Ultrasonic Additive Manufacturing (UAM) process is reinventing heat exchangers

In 2014, NASA’s Jet Propulsion Laboratory (JPL) awarded Ohio-based Fabrisonic seed funding to develop its hybrid Ultrasonic Additive Manufacturing (UAM) process for improved metal heat exchangers. With continued support from JPL over the years and with in depth development and testing, Fabrisonic has successfully developed pumped fluid loop heat exchangers which are lighter, more efficient and faster to produce than traditional epoxy tube heat exchangers.

The joint project, detailed in a recent white paper published by Fabrisonic, sought to find a more efficient way to produce higher quality heat exchangers for rovers and other aerospace applications. Heat exchangers play a critical role in NASA’s interplanetary rover missions, as the components are essential for regulating temperatures for the sensitive electronics of the device.

Traditional heat exchangers, such as those integrated into the Curiosity Rover on Mars, are built using bent metal tubes which are glued onto the vehicle’s outer structure. More specifically, the process of producing heat exchangers at JPL has relied on epoxying aluminum tubing along a CNC milled structural orthogrid. Though robust and long standing, this method for producing heat exchangers does come with its limitations. For one, epoxy is a poor heat conductor. Second, the heat exchangers are very heavy (adding to the payload for space launches) and it can take up to nine months to build a single system.

For these reasons, JPL wanted to find a better solution for manufacturing heat exchangers for which it turned to Fabrisonic and its UAM technology for help.

Ultrasonic Additive Manufacturing

Fabrisonic’s UAM process is a hybrid manufacturing process that uses high frequency ultrasonic vibrations to “scrub metal foils together” additively building up a net shape. This metal 3D printed structure is then selectively machined to integrate internal channels and the final part shape. The process, says Fabrisonic, is capable of manufacturing complex internal geometries which would be impossible with traditional production processes.

One of the features that sets UAM apart is that it is a solid-state process, meaning that it does heat the metal material beyond 121°C (250°F) which allows it to retain the metal’s chemistry, grain structure and material properties.
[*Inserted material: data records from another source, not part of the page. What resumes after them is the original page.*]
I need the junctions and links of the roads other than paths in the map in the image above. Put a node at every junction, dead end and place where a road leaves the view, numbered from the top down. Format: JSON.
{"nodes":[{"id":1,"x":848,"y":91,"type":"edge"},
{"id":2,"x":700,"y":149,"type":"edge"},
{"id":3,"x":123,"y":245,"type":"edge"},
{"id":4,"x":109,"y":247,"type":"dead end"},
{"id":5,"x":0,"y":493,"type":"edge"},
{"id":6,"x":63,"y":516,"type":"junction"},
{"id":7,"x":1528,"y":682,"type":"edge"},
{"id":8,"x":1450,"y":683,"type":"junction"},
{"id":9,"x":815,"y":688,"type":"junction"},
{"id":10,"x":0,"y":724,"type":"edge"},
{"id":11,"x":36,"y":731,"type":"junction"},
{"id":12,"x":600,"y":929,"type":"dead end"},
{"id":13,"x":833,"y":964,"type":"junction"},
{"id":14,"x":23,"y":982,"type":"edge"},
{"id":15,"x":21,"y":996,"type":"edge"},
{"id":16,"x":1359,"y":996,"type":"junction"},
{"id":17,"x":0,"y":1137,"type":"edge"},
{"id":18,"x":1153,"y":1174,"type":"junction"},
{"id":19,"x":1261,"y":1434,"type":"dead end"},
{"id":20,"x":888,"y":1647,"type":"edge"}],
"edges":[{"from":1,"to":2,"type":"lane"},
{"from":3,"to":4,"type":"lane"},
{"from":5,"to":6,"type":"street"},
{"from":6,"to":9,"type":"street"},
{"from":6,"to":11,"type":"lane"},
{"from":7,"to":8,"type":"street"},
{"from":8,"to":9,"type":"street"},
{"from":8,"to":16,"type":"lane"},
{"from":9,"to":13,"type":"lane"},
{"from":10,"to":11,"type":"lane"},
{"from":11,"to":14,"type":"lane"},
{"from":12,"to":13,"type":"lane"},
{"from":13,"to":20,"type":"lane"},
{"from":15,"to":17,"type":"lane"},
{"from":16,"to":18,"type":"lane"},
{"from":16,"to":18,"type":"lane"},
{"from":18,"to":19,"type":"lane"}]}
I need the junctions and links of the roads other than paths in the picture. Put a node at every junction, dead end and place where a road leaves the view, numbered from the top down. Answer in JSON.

This feature makes it possible to work with typically challenging aluminum alloys such as 6061 and 7075.

Testing the heat exchangers

Working closely with NASA’s JPL, Fabrisonic produced a wide variety of different heat exchangers using its UAM process. After much development and testing, three identical 3D printed heat exchangers were subjected to ground-based qualification tests. The qualification process consisted of various stringent tests including:

  • Thermal cycling from -120°C to 120°C (-184°F to 248°F)
  • Proof pressure testing to 330 PSI
  • Thermal shock testing by submersion in liquid nitrogen
  • Vibe testing to simulate a Saturn V launch in x, y, and z orientations while
  • bolted to a dummy mass to mimic a typical hosted electronics package
  • Burst testing greater than 2500 PSI with 0.030” wall thickness
  • CT scans of each heat exchanger before and after mechanical testing
  • Helium leak testing

In the end, all three 3D printed heat exchangers passed the mechanical qualification testing and showcased promising results.
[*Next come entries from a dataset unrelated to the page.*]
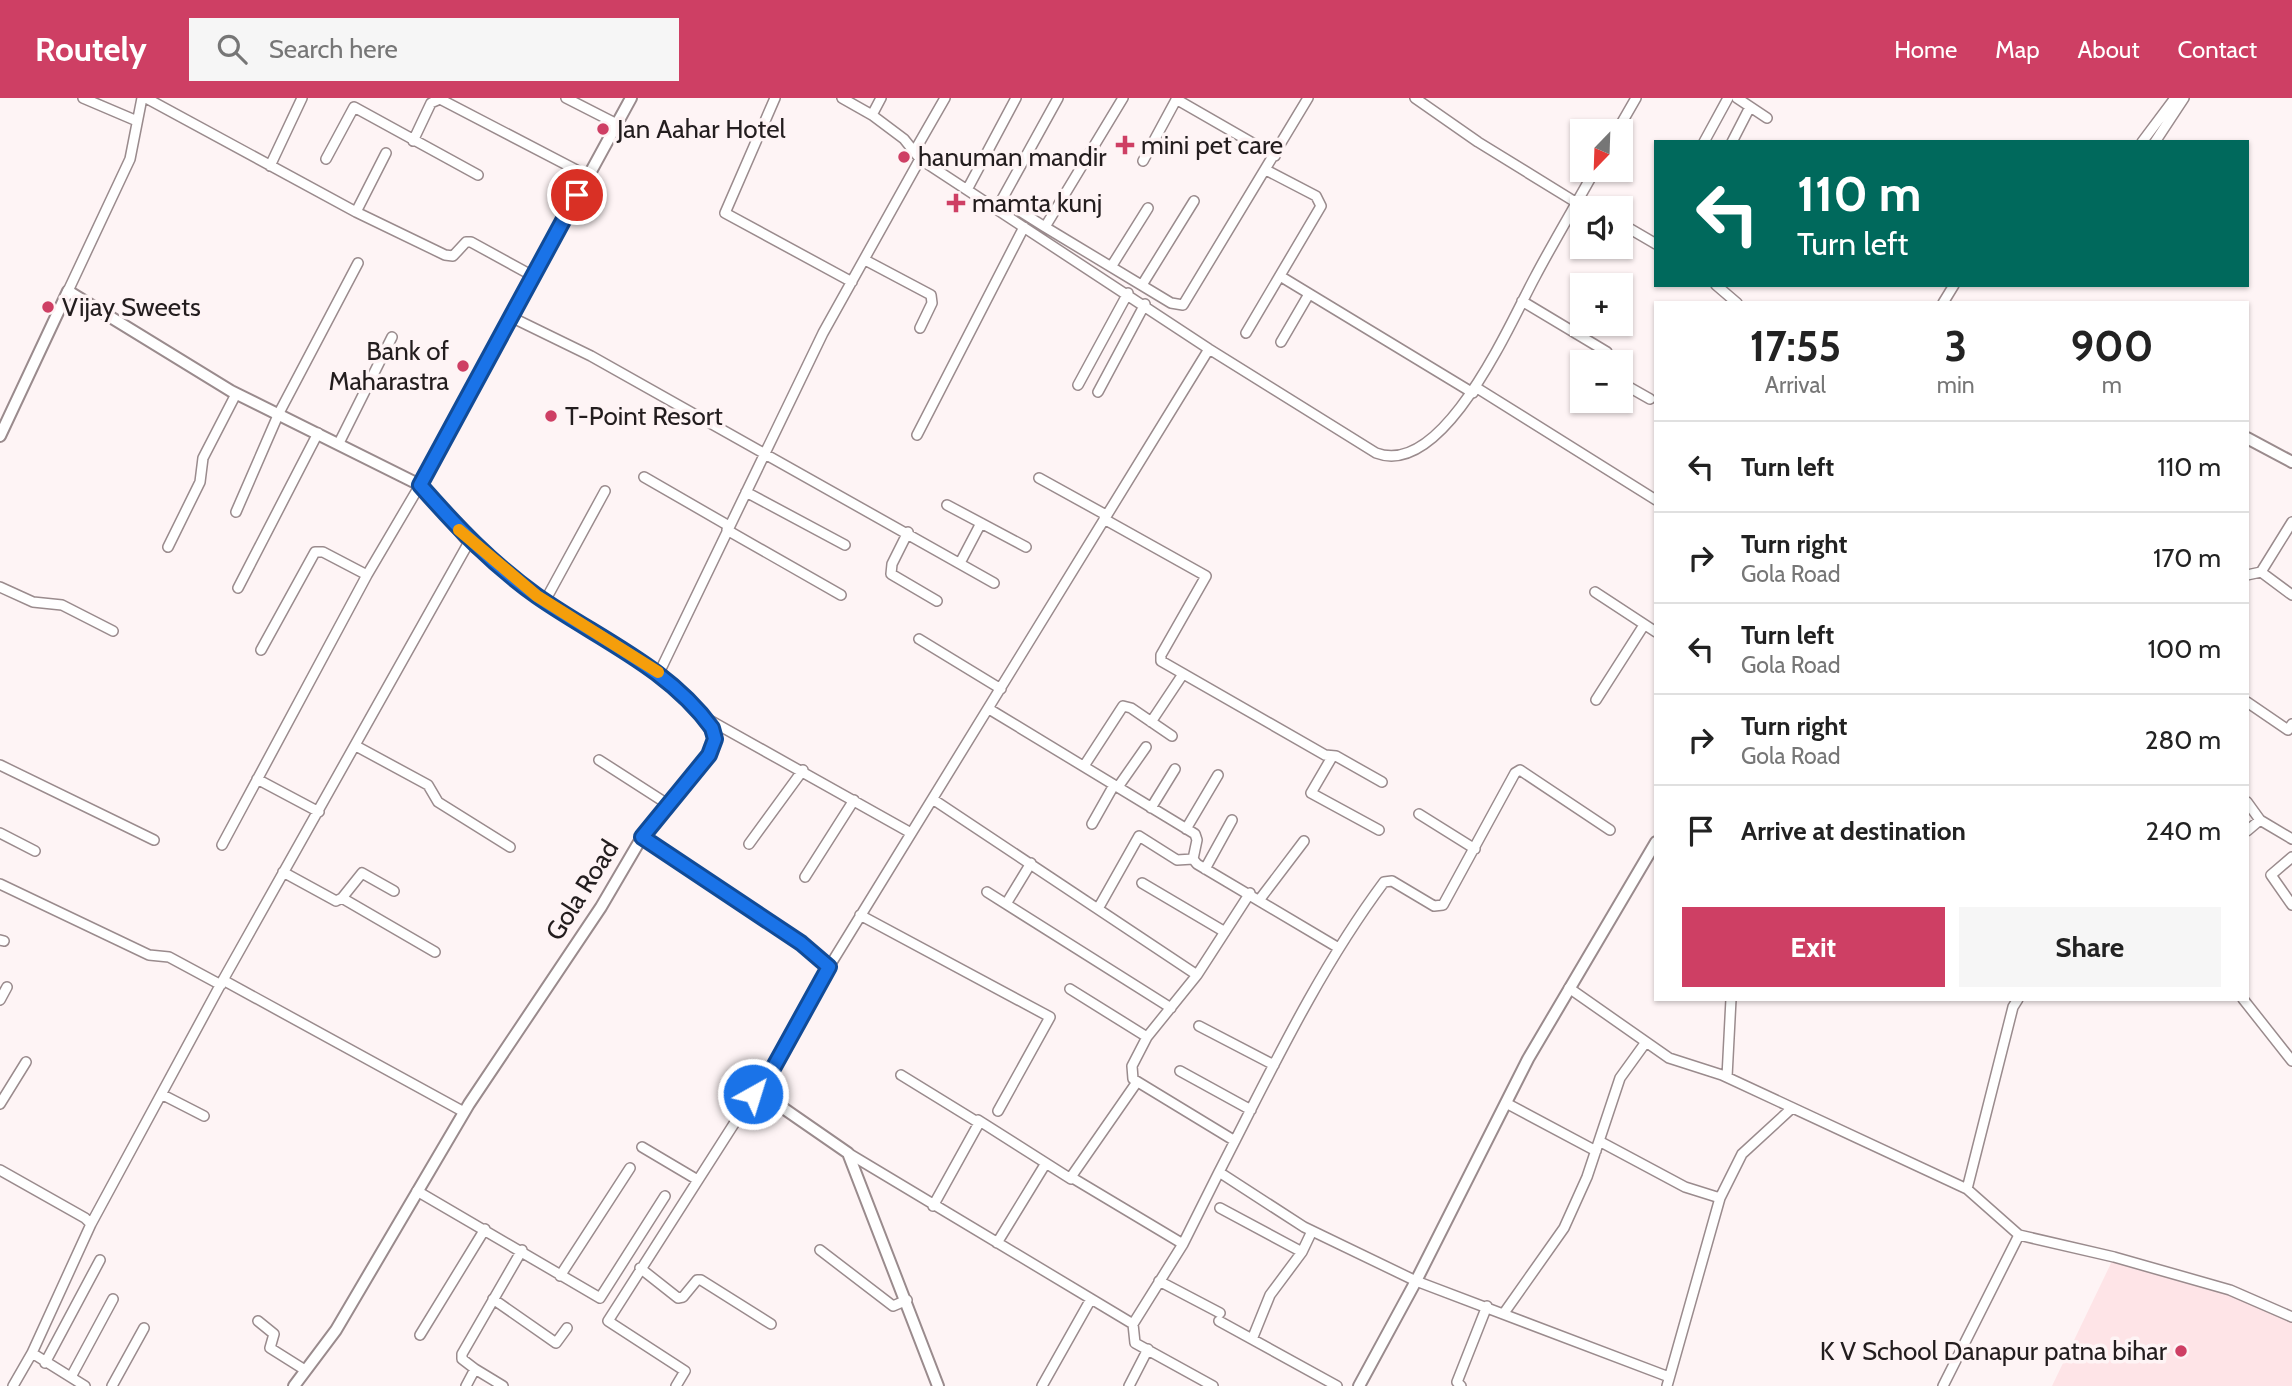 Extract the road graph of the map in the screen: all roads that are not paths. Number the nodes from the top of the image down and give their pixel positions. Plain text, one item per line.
1 (83, 98) edge
2 (144, 98) edge
3 (302, 98) edge
4 (566, 98) edge
5 (631, 98) edge
6 (775, 98) edge
7 (842, 98) edge
8 (881, 98) edge
9 (945, 98) edge
10 (1016, 98) edge
11 (1058, 98) edge
12 (1122, 98) edge
13 (1176, 98) edge
14 (1308, 98) edge
15 (1415, 98) edge
16 (1636, 98) edge
17 (1728, 98) edge
18 (1737, 98) edge
19 (2175, 98) edge
20 (2184, 98) edge
21 (1750, 107) junction
22 (872, 114) junction
23 (1767, 118) dead end
24 (1624, 119) edge
25 (136, 121) junction
26 (617, 124) junction
27 (1705, 140) edge
28 (1733, 140) edge
29 (2144, 140) edge
30 (2156, 140) edge
31 (413, 141) junction
32 (386, 153) dead end
33 (917, 155) junction
34 (1275, 156) junction
35 (326, 159) dead end
36 (1143, 162) dead end
37 (270, 166) junction
38 (1266, 170) junction
39 (478, 175) dead end
40 (588, 176) junction
41 (968, 188) junction
42 (1571, 196) edge
43 (1194, 201) dead end
44 (999, 204) junction
45 (1148, 208) dead end
46 (356, 212) junction
47 (1570, 214) edge
48 (1024, 227) junction
49 (1045, 227) junction
50 (1633, 231) edge
51 (1654, 243) edge
52 (865, 260) junction
53 (358, 263) dead end
54 (1111, 267) junction
55 (533, 276) junction
56 (1280, 276) junction
57 (852, 282) junction
58 (1142, 285) junction
59 (1718, 287) edge
60 (68, 291) junction
61 (1128, 293) junction
62 (1309, 294) junction
63 (1522, 301) junction
64 (1735, 301) edge
65 (1145, 304) junction
66 (511, 317) junction
67 (920, 328) dead end
68 (1246, 333) dead end
69 (392, 337) dead end
70 (1281, 342) dead end
71 (1209, 349) junction
72 (1602, 350) edge
73 (1078, 385) dead end
74 (1633, 389) edge
75 (1475, 391) junction
76 (1098, 392) dead end
77 (236, 394) junction
78 (1650, 399) dead end
79 (279, 414) junction
80 (318, 433) junction
81 (917, 435) dead end
82 (0, 436) edge
83 (2249, 439) edge
84 (339, 443) junction
85 (764, 453) junction
86 (2292, 462) edge
87 (644, 477) dead end
88 (1039, 478) dead end
89 (420, 485) junction
90 (605, 491) dead end
91 (746, 492) junction
92 (1654, 499) edge
93 (947, 505) dead end
94 (236, 512) dead end
95 (1105, 517) junction
96 (2292, 522) edge
97 (981, 523) junction
98 (728, 528) junction
99 (908, 532) junction
100 (470, 542) junction
101 (845, 545) dead end
102 (167, 547) dead end
103 (1026, 547) dead end
104 (960, 563) junction
105 (2261, 572) junction
106 (367, 575) junction
107 (2249, 575) edge
108 (994, 583) dead end
109 (0, 587) edge
110 (238, 588) dead end
111 (1595, 592) dead end
112 (841, 595) dead end
113 (2292, 595) edge
114 (545, 601) junction
115 (937, 601) dead end
116 (1644, 625) junction
117 (113, 631) dead end
118 (1654, 631) edge
119 (919, 639) dead end
120 (261, 650) dead end
121 (659, 673) junction
122 (1183, 674) junction
123 (1001, 689) junction
124 (1596, 700) dead end
125 (2249, 703) edge
126 (989, 709) junction
127 (704, 717) junction
128 (1151, 722) junction
129 (2292, 724) edge
130 (1171, 736) dead end
131 (356, 746) junction
132 (1146, 747) dead end
133 (1332, 757) junction
134 (599, 760) dead end
135 (0, 765) edge
136 (1084, 766) junction
137 (1175, 769) dead end
138 (803, 770) junction
139 (1218, 775) dead end
140 (257, 779) junction
141 (1382, 782) dead end
142 (1116, 786) junction
143 (854, 800) junction
144 (934, 800) junction
145 (669, 805) junction
146 (2249, 805) edge
147 (1152, 807) junction
148 (320, 812) junction
149 (1419, 814) dead end
150 (1232, 820) dead end
151 (2260, 820) junction
152 (1092, 824) dead end
153 (1186, 829) junction
154 (2249, 829) edge
155 (1379, 830) dead end
156 (1609, 831) dead end
157 (0, 833) edge
158 (911, 833) junction
159 (642, 837) junction
160 (2292, 839) edge
161 (154, 840) dead end
162 (1304, 841) dead end
163 (749, 844) dead end
164 (222, 845) dead end
165 (1654, 845) edge
166 (510, 847) dead end
167 (1475, 849) junction
168 (35, 851) dead end
169 (2292, 857) edge
170 (1193, 859) junction
171 (1031, 863) junction
172 (1205, 869) junction
173 (283, 872) junction
174 (806, 877) dead end
175 (1142, 883) dead end
176 (0, 884) edge
177 (394, 891) dead end
178 (987, 892) dead end
179 (1250, 893) junction
180 (342, 898) junction
181 (1260, 899) junction
182 (1006, 904) junction
183 (2292, 905) edge
184 (1098, 907) junction
185 (860, 915) junction
186 (1225, 932) junction
187 (1337, 947) junction
188 (435, 952) dead end
189 (829, 967) junction
190 (1197, 975) junction
191 (222, 983) junction
192 (7, 987) dead end
193 (1569, 988) junction
194 (1070, 989) dead end
195 (0, 1000) edge
196 (1731, 1001) edge
197 (2017, 1001) edge
198 (2245, 1001) edge
199 (1171, 1008) junction
200 (1199, 1026) dead end
201 (1147, 1037) junction
202 (1646, 1042) junction
203 (2292, 1061) edge
204 (26, 1062) dead end
205 (1274, 1065) junction
206 (1180, 1071) dead end
207 (901, 1075) dead end
208 (1727, 1077) junction
209 (1137, 1082) junction
210 (760, 1092) junction
211 (163, 1096) junction
212 (1506, 1103) junction
213 (0, 1104) edge
214 (1792, 1108) junction
215 (1251, 1110) junction
216 (998, 1111) dead end
217 (464, 1112) junction
218 (204, 1116) dead end
219 (978, 1120) junction
220 (1235, 1141) junction
221 (1599, 1141) junction
222 (642, 1147) dead end
223 (1596, 1151) junction
224 (848, 1153) junction
225 (1046, 1163) junction
226 (630, 1168) dead end
227 (0, 1171) edge
228 (1219, 1172) junction
229 (1071, 1178) junction
230 (696, 1179) junction
231 (1967, 1189) junction
232 (417, 1191) junction
233 (665, 1196) dead end
234 (1720, 1198) junction
235 (933, 1206) junction
236 (1220, 1208) dead end
237 (91, 1224) junction
238 (485, 1229) junction
239 (1312, 1231) junction
240 (2019, 1235) junction
241 (996, 1243) junction
242 (1183, 1244) junction
243 (522, 1250) junction
244 (820, 1250) dead end
245 (1302, 1252) junction
246 (100, 1260) dead end
247 (640, 1268) junction
248 (560, 1276) junction
249 (1159, 1281) junction
250 (1416, 1281) junction
251 (113, 1299) dead end
252 (493, 1299) junction
253 (1091, 1299) junction
254 (907, 1300) junction
255 (1487, 1306) junction
256 (1504, 1313) junction
257 (2292, 1317) edge
258 (258, 1321) dead end
259 (771, 1324) dead end
260 (1133, 1324) junction
261 (144, 1328) dead end
262 (567, 1328) dead end
263 (420, 1335) dead end
264 (1253, 1338) junction
265 (1148, 1349) junction
266 (32, 1353) junction
267 (46, 1363) junction
268 (475, 1369) junction
269 (305, 1370) junction
270 (1668, 1382) edge
271 (78, 1383) edge
272 (1458, 1385) edge
273 (13, 1386) edge
274 (112, 1386) edge
275 (294, 1386) edge
276 (466, 1386) edge
277 (503, 1386) edge
278 (676, 1386) edge
279 (938, 1386) edge
280 (1042, 1386) edge
281 (1129, 1386) edge
282 (1213, 1386) edge
283 (1337, 1386) edge
284 (1359, 1386) edge
285 (1942, 1386) edge

1 - 25 street
2 - 25 street
2 - 37 street
3 - 37 street
4 - 26 street
5 - 26 street
6 - 57 street
7 - 22 street
8 - 22 street
9 - 33 street
10 - 41 street
11 - 44 street
12 - 49 street
13 - 34 street
13 - 36 street
14 - 34 street
15 - 42 street
16 - 24 street
17 - 27 street
18 - 21 street
19 - 29 street
20 - 30 street
21 - 23 street
21 - 28 street
22 - 33 street
25 - 60 street
26 - 40 street
31 - 35 street
31 - 39 street
31 - 40 street
32 - 46 street
33 - 41 street
33 - 52 street
34 - 38 street
37 - 46 street
38 - 56 street
38 - 58 street
40 - 55 street
41 - 44 street
43 - 58 street
44 - 48 street
44 - 49 street
45 - 54 street
46 - 55 street
47 - 63 street
48 - 61 street
48 - 81 street
49 - 54 street
50 - 51 street
52 - 57 street
52 - 67 street
53 - 79 street
54 - 58 street
55 - 66 street
56 - 62 street
56 - 68 street
57 - 85 street
59 - 64 street
60 - 77 street
60 - 82 street
61 - 65 street
61 - 73 street
62 - 70 street
62 - 75 street
63 - 72 street
63 - 75 street
65 - 71 street
65 - 76 street
66 - 85 street
66 - 89 street
69 - 84 street
71 - 75 street
71 - 95 street
74 - 78 street
75 - 92 street
77 - 79 street
77 - 102 street
79 - 80 street
79 - 94 street
80 - 84 street
80 - 110 street
83 - 86 street
84 - 89 street
85 - 91 street
85 - 99 street
87 - 98 street
88 - 95 street
89 - 100 street
89 - 106 street
90 - 114 street
91 - 98 street
91 - 101 street
93 - 97 street
95 - 122 street
95 - 123 street
96 - 105 street
97 - 103 street
97 - 104 street
98 - 112 street
98 - 121 street
99 - 104 street
99 - 115 street
100 - 114 street
100 - 131 street
104 - 108 street
105 - 107 street
105 - 113 street
106 - 120 street
106 - 140 street
109 - 117 street
111 - 116 street
114 - 121 street
116 - 118 street
116 - 124 street
119 - 123 street
121 - 127 street
122 - 128 street
122 - 133 street
123 - 126 street
125 - 129 street
126 - 136 street
126 - 144 street
127 - 138 street
127 - 145 street, Gola Road
128 - 130 street
128 - 136 street
131 - 148 street
131 - 166 street
132 - 142 street
133 - 141 street
133 - 155 street
134 - 145 street
135 - 161 street
136 - 142 street
137 - 147 street
138 - 143 street
138 - 163 street
139 - 153 street
140 - 148 street
140 - 164 street
142 - 147 street
142 - 152 street
143 - 158 street
143 - 174 street
144 - 158 street
144 - 171 street
145 - 159 street, Gola Road
146 - 151 street
147 - 153 street
148 - 173 street
149 - 167 street
150 - 172 street
151 - 154 street
151 - 160 street
153 - 170 street
156 - 167 street
157 - 168 street
158 - 185 street
159 - 189 street
159 - 217 street, Gola Road
162 - 181 street
165 - 193 street
167 - 187 street
169 - 183 street
170 - 172 street
170 - 184 street
171 - 182 street
171 - 184 street
172 - 179 street
173 - 180 street
173 - 191 street
175 - 186 street
176 - 191 street
177 - 180 street
178 - 182 street
179 - 181 street
179 - 186 street
180 - 188 street
181 - 187 street
182 - 199 street
184 - 190 street
185 - 189 street
185 - 216 street
186 - 190 street
187 - 205 street
189 - 210 street
190 - 199 street
191 - 211 street
191 - 217 street
192 - 195 street
193 - 202 street
193 - 212 street
194 - 201 street
196 - 208 street
197 - 231 street
198 - 203 street
199 - 201 street
200 - 205 street
201 - 209 street
202 - 208 street
202 - 221 street
204 - 213 street
205 - 215 street
206 - 215 street
207 - 219 street
208 - 214 street
209 - 220 street
209 - 229 street
210 - 224 street
210 - 230 street
211 - 218 street
211 - 237 street
212 - 223 street
212 - 250 street
214 - 231 street
214 - 234 street
215 - 220 street
217 - 232 street, Gola Road
219 - 225 street
219 - 235 street
220 - 228 street
221 - 223 street
221 - 234 street
222 - 230 street
223 - 256 street
224 - 235 street
224 - 254 street
225 - 229 street
225 - 241 street
226 - 248 street
227 - 237 street
228 - 239 street
228 - 242 street
229 - 242 street
230 - 247 street
231 - 240 street
232 - 238 street
232 - 269 street, Gola Road
233 - 248 street
234 - 270 street
235 - 241 street
236 - 245 street
237 - 266 street
238 - 243 street
238 - 263 street
239 - 245 street
239 - 250 street
240 - 257 street
240 - 285 street
241 - 253 street
242 - 249 street
243 - 248 street
243 - 252 street
244 - 254 street
245 - 264 street
246 - 267 street
247 - 259 street
247 - 278 street
249 - 260 street
249 - 264 street
250 - 255 street
250 - 284 street
251 - 271 street
252 - 262 street
252 - 268 street
253 - 260 street
253 - 280 street
254 - 279 street
255 - 256 street
255 - 272 street
256 - 270 street
258 - 269 street
260 - 265 street
261 - 274 street
264 - 283 street
265 - 281 street
265 - 282 street
266 - 267 street
266 - 273 street
267 - 271 street
268 - 276 street
268 - 277 street
269 - 275 street, Gola Road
In a separate study against the traditional epoxy tube exchangers, the 3D printed specimens also had a range of benefits. While the epoxy tube specimen was made from 40 or more parts, the 3D printed heat exchanger was a single unit. The 3D printed version also saw a slight weight reduction from 1.82 kg to 1.26 kg. Importantly, the lead times for the 3D printed heat exchanger were much lower at two weeks compared to at least two months. Finally, the UAM heat exchangers displayed improved thermal conductance of about 25-35%.

UAM

“The methods developed under the NASA JPL funding has been quickly extended to numerous commercial production applications,” reads Fabrisonic’s white paper. “To help with technology adoption, the team is working to explore other key areas. For instance, the solid-state nature of UAM allows integrating multiple metals into one build. Thus, copper may be integrated as a heat spreader in critical locations improving thermal performance with a small weight penalty.”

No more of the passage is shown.